As Brazil becomes a more powerful force in the beef industry, it is likely to increasingly clash with the U.S. in overseas markets. Many industry observers also expect the prohibitions against Brazilian exports to be eventually rescinded.

Independencia has seen its export revenue soar 47% to $160 million in the past three years. Brazil's grass-fed cattle have the added attraction of costing about half as much per pound to raise as grain-fed cattle. Slaughterhouse workers earn about $200 a month, allowing Independencia to more easily perform labor-intensive tasks such as slicing and packaging meat to satisfy its array of international customers.

"They can do a lot of specialty private-label things that we can't afford to do" because of labor costs, says Gary Kohake, vice president of international sales and marketing for Farmland Foods, a unit of Smithfield Foods Inc. of Smithfield, Va., and a visitor to the plant last year.

Mr. Russo figures Brazil has the pasture land and resources to double its herd, which at 170 million head is the world's largest. While dabbling in politics, Mr. Russo has been courted by Wall Street investment bankers who are making pilgrimages to Brazil in the expectation that Independencia will be sold to a multinational meat maker or launch an initial public offering. "This story is only just beginning," Mr. Russo says.

The beef business, along with other surging farming industries, has been Brazil's economic salvation at a time when other sectors of the economy have performed poorly. These days, rural Brazil, not the teeming cities of Sao Paulo or Rio de Janeiro, provides the dynamism in the country's labor market.

Many of Brazil's export markets are highly volatile. Jitters over terrorism can drastically affect demand from Egyptian hotels that depend on tourism. In Russia and Kazakhstan, with infrastructure shoddy and organized crime rampant, Independencia has to take care that containers don't go missing.

Yet, meat is such a coveted commodity that social turbulence might rev up a market rather than depress it. After Venezuela's leftist president, Hugo Chavez, survived a coup, he launched a food distribution program to boost his popularity. Mr. Chavez's government became one more customer for Independencia.

Mr. Russo, the grandson of an Italian immigrant, was introduced to the meat industry at an early age. An indifferent student, he took six years to finish the four-year Brazilian junior-high curriculum before dropping out to work in his father's butcher shop. By his early 30s, Mr. Russo owned nine Sao Paulo butcher shops and a fleet of meat-delivery trucks.

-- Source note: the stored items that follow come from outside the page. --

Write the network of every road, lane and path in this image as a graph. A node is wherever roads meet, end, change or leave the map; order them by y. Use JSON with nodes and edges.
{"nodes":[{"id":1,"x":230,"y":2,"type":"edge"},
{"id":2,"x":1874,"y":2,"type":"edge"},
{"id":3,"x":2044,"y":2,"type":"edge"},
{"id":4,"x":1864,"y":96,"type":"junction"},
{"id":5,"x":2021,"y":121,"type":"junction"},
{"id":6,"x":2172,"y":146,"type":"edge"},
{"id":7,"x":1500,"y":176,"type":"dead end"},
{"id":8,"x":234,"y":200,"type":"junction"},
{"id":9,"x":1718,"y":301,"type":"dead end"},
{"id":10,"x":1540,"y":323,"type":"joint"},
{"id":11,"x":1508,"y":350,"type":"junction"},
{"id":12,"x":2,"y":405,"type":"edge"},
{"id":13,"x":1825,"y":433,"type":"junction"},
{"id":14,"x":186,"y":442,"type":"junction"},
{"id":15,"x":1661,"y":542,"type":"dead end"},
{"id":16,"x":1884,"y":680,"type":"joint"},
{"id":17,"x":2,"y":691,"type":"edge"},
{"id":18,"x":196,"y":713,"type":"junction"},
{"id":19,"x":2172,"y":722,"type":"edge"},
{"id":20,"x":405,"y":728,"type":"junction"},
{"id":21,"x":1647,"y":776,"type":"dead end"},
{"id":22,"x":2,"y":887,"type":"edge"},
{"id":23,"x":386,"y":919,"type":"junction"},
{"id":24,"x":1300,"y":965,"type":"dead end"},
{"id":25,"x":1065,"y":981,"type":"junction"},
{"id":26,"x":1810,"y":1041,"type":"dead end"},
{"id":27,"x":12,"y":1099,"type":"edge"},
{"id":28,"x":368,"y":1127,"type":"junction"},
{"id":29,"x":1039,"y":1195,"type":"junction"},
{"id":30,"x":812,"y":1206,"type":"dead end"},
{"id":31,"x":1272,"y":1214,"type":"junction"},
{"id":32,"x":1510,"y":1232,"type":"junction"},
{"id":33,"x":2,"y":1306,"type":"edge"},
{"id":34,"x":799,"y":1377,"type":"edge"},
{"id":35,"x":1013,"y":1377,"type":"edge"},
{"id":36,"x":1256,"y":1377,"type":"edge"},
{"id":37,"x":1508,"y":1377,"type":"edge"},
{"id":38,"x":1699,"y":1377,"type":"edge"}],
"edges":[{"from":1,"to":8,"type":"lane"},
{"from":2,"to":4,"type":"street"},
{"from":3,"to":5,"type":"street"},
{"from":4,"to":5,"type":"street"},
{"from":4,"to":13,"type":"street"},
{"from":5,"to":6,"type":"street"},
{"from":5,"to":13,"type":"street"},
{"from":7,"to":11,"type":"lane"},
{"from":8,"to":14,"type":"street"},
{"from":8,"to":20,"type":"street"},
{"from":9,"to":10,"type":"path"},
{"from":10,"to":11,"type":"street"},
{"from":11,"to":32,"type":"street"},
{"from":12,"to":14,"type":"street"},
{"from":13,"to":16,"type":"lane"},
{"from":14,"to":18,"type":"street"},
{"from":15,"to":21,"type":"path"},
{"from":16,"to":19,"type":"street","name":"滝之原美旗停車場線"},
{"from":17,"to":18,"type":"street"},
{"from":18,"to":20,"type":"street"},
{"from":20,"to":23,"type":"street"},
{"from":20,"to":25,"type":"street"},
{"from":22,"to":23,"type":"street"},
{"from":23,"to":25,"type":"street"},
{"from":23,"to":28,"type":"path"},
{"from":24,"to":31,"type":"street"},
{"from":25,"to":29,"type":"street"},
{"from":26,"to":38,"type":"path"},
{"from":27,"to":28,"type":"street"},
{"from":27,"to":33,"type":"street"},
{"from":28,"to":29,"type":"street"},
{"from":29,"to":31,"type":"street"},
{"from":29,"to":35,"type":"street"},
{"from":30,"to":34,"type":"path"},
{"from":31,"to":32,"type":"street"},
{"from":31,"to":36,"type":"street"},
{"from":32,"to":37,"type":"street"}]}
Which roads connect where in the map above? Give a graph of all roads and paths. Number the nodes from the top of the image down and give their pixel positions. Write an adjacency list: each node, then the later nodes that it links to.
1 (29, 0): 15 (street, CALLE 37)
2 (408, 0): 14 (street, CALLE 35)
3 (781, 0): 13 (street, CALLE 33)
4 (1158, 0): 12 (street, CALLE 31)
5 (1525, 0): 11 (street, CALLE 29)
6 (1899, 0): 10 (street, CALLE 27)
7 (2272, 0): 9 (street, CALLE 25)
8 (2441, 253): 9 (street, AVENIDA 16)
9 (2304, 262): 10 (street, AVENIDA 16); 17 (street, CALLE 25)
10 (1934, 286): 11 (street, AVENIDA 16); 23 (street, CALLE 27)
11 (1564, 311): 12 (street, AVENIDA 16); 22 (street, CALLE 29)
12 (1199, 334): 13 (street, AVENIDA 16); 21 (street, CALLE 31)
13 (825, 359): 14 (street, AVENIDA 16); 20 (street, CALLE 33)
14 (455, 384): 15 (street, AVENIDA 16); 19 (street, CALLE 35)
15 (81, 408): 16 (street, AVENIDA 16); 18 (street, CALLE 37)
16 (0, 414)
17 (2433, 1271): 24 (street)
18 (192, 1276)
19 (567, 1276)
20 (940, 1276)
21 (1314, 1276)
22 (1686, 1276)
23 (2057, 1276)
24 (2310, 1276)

In 1971, heeding advice from the head of a meatpacking company, Mr. Russo sold everything and bought a spread in the still-wild Brazilian west. Mato Grosso do Sul, a hot, Montana-size province with prime grazing land, was one of the last regions of Brazil to be settled. The western part of the state includes some of the Pantanal, the Americas' largest wetlands. The eastern part of the state, where Mr. Russo built his ranch, is a type of savannah known locally as cerrado...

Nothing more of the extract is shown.